## ACTIVITY:
Go through the records and report each line in which the word "lane" occurs.

## Stored data entries:
Segment Open

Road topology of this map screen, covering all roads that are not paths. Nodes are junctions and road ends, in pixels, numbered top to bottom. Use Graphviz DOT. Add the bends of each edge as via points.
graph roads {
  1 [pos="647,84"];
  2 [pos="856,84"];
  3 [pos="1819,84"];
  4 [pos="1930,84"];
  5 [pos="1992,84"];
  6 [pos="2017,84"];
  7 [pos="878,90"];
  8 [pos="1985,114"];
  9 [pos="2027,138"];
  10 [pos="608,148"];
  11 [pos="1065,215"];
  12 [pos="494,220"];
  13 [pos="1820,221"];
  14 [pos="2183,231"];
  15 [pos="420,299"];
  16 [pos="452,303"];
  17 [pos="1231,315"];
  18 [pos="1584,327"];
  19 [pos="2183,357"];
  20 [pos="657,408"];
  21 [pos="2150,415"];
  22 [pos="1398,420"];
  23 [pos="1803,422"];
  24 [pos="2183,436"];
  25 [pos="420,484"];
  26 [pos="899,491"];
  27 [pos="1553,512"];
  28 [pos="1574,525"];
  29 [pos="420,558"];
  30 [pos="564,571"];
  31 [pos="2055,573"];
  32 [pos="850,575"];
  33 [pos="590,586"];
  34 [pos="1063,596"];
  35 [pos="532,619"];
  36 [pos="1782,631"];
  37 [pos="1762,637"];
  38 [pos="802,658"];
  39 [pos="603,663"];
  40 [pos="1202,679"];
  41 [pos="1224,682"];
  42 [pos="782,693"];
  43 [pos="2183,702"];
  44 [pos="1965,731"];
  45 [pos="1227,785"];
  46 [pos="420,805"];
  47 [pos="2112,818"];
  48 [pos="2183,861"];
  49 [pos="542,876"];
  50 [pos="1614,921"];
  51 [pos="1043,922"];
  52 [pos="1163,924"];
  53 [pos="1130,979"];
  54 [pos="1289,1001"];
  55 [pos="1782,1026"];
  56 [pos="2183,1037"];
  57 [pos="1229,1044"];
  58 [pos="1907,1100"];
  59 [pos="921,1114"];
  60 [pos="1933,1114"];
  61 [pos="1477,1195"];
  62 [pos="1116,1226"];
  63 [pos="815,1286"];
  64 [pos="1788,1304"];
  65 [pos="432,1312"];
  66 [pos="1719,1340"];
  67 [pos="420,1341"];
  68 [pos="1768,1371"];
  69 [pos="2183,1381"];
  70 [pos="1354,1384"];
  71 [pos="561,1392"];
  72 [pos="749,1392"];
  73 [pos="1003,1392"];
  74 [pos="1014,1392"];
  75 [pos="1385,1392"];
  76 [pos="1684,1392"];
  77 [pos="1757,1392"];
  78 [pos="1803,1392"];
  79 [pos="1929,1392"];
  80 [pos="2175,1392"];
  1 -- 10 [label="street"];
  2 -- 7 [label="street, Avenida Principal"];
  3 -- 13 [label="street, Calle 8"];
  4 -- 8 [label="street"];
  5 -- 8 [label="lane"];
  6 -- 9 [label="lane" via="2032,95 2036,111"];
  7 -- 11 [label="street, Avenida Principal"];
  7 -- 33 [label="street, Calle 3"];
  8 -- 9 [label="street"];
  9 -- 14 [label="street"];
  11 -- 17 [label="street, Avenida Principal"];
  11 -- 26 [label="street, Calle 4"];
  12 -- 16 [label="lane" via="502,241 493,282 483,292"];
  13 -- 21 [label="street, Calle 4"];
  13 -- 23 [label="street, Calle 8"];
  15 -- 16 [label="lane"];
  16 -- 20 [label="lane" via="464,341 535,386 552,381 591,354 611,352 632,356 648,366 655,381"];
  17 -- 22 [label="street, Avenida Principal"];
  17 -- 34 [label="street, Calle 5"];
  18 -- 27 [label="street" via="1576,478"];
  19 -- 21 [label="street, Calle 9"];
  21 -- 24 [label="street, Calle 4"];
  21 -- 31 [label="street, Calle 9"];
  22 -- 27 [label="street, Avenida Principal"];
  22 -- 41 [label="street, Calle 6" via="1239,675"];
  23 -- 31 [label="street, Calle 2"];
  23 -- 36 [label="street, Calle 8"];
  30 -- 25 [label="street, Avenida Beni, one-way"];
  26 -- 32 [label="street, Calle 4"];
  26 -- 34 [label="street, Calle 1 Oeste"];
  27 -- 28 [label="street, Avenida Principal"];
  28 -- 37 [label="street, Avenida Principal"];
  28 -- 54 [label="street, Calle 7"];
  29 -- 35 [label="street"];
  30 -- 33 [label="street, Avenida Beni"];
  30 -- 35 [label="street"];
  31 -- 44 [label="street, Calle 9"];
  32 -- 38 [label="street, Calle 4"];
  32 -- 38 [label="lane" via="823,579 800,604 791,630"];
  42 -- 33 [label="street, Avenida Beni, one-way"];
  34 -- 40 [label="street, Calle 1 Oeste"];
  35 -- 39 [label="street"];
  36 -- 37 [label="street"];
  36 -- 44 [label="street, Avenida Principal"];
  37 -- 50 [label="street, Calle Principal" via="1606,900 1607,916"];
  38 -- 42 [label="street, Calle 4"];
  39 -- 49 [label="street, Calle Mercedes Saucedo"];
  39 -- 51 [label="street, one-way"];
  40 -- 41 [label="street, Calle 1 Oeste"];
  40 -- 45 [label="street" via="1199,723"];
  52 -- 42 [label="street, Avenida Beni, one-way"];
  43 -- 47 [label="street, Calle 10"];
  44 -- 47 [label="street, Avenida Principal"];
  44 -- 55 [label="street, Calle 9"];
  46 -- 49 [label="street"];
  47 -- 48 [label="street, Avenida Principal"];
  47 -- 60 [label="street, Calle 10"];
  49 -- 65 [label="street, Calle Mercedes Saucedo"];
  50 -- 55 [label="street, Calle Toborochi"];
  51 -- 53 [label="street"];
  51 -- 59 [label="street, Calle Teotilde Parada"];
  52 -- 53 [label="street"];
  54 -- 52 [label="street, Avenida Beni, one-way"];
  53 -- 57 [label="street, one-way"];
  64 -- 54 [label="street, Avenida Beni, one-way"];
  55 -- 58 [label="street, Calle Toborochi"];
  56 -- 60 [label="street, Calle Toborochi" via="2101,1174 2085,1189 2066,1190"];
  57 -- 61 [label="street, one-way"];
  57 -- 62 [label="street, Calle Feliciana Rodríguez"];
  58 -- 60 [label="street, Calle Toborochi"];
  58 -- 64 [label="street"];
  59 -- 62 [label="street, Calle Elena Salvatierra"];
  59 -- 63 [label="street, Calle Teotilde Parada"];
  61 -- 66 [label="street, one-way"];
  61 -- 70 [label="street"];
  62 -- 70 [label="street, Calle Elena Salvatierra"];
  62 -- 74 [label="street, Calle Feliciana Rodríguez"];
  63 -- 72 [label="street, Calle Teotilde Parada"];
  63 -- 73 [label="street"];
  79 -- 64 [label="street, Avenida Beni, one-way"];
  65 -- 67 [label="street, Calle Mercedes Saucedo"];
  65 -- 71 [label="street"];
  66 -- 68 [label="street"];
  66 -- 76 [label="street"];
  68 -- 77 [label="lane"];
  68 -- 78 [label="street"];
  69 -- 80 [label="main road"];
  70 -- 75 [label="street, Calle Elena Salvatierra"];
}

Segment Closed

## SOLUTION TO THE EXERCISE:
  5 -- 8 [label="lane"];
  6 -- 9 [label="lane" via="2032,95 2036,111"];
  12 -- 16 [label="lane" via="502,241 493,282 483,292"];
  15 -- 16 [label="lane"];
  16 -- 20 [label="lane" via="464,341 535,386 552,381 591,354 611,352 632,356 648,366 655,381"];
  32 -- 38 [label="lane" via="823,579 800,604 791,630"];
  68 -- 77 [label="lane"];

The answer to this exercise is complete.